The k-minimum spanning tree problem, studied in theoretical computer science, asks for a tree of minimum cost that has exactly k vertices and forms a subgraph of a larger graph. It is also called the k-MST or edge-weighted k-cardinality tree. Finding this tree is NP-hard, but it can be approximated to within a constant approximation ratio in polynomial time.

The input to the problem consists of an undirected graph with weights on its edges, and a number k. The output is a tree with k vertices and k − 1 edges, with all of the edges of the output tree belonging to the input graph. The cost of the output is the sum of the weights of its edges, and the goal is to find the tree that has minimum cost.

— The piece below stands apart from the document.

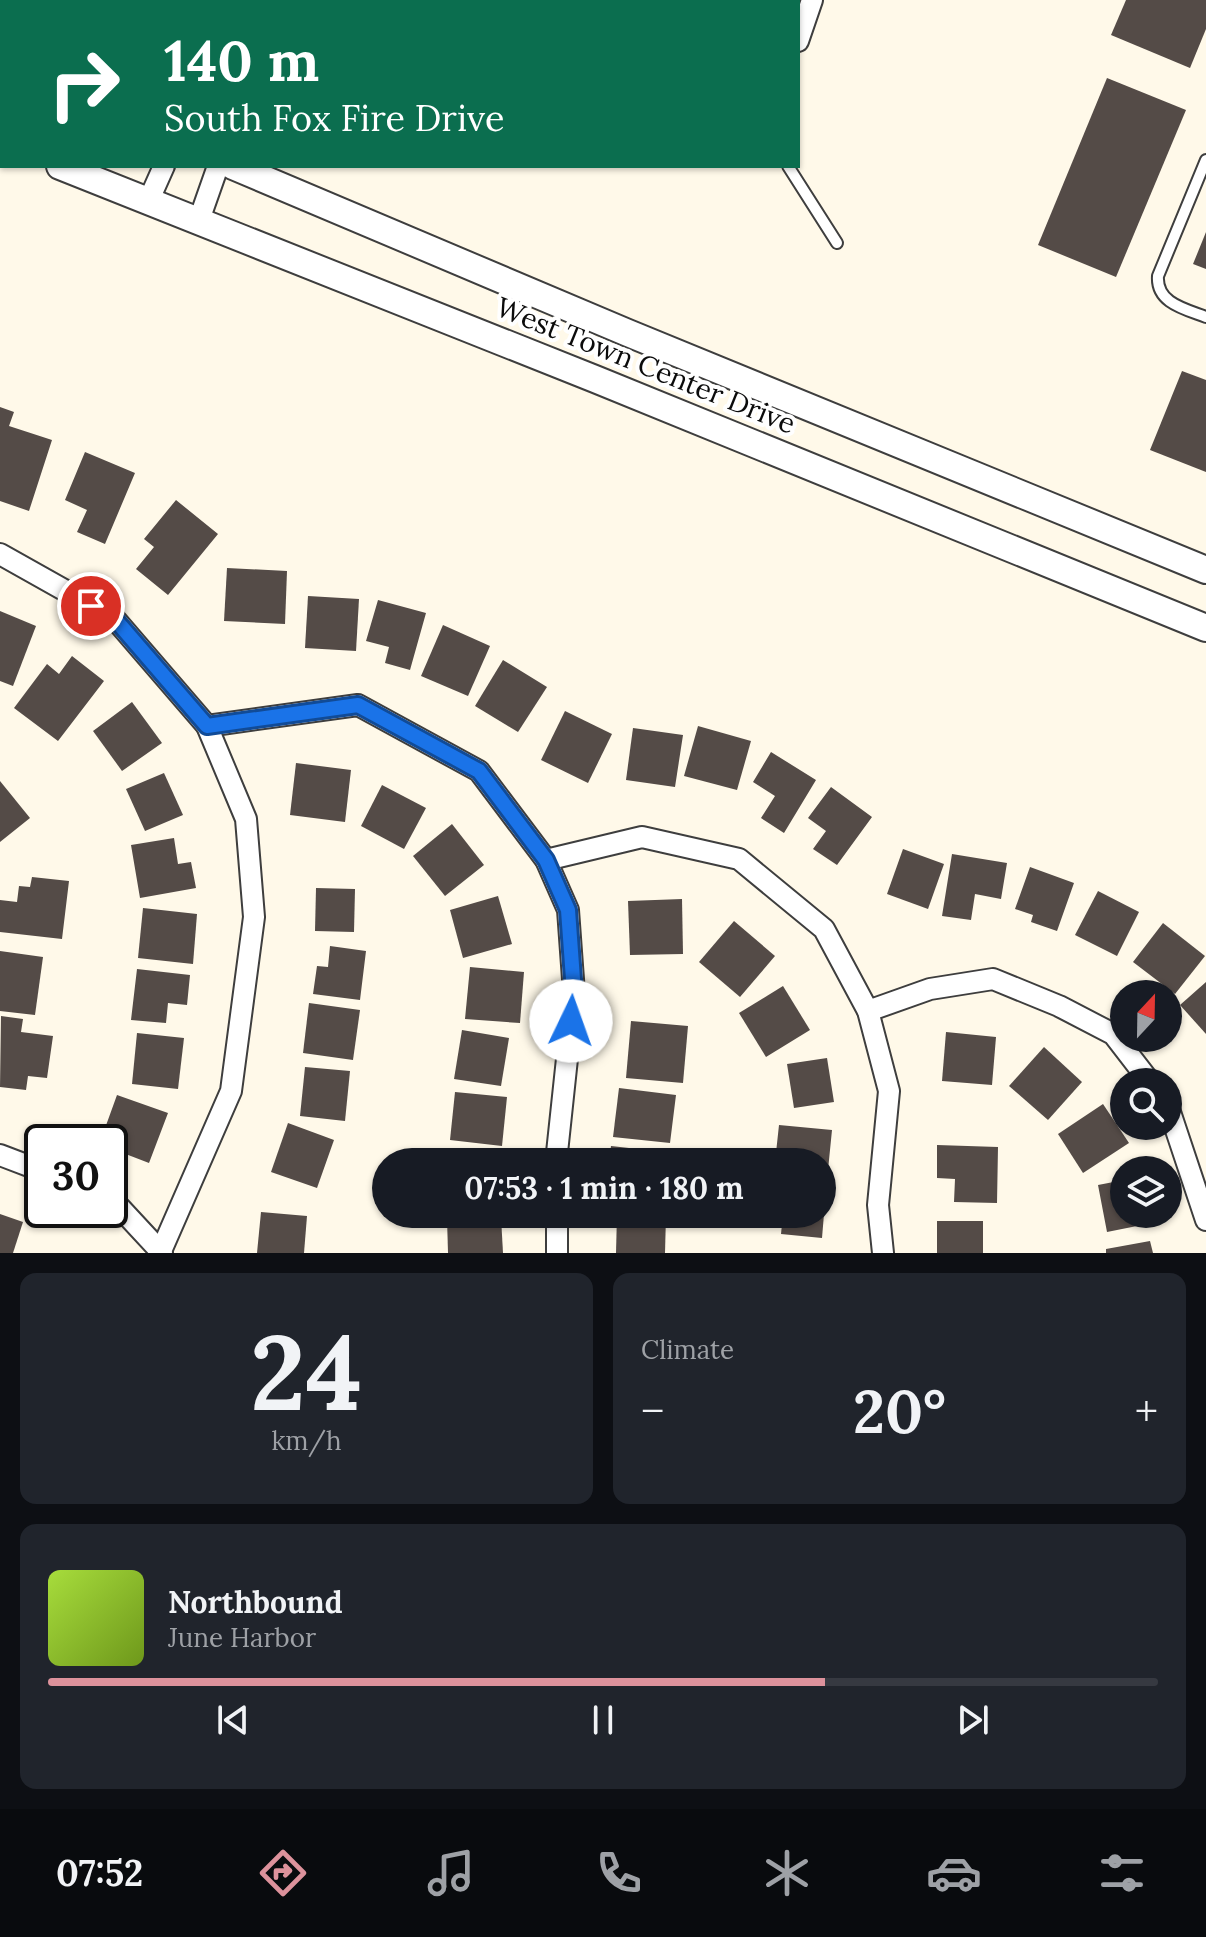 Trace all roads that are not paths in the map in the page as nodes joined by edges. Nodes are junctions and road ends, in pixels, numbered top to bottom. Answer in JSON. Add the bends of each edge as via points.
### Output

The k-MST problem has been shown to be NP-hard by a reduction from the Steiner tree problem.

The best approximation known for the problem achieves an approximation ratio of 2, and is by Garg (2005). This approximation relies heavily on the primal-dual schema of Goemans & Williamson (1992). When the input consists of points in the Euclidean plane (any two of which can be connected in the tree with cost equal to their distance) there exists a polynomial time approximation scheme devised by Arora (1998).

References

  • Arora, Sanjeev (1998), "Polynomial time approximation schemes for Euclidean traveling salesman and other geometric problems", Journal of the ACM, 45 (5): 753–782, doi:10.1145/290179.290180.
  • Garg, Naveen (2005), "Saving an epsilon: a 2-approximation for the k-MST problem in graphs", Proceedings of the 37th Annual ACM Symposium on Theory of Computing, pp. 396–402, doi:10.1145/1060590.1060650.
  • Ravi, R.; Sundaram, R.; Marathe, M.; Rosenkrantz, D.; Ravi, S. (1996), "Spanning trees short or small", SIAM Journal on Discrete Mathematics, 9 (2): 178–200, doi:10.1137/S0895480194266331.
  • Goemans, M.; Williamson, P. (1992), "A general approximation technique for constrained forest problems", SIAM Journal on Computing, 24 (2): 296–317, doi:10.1137/S0097539793242618.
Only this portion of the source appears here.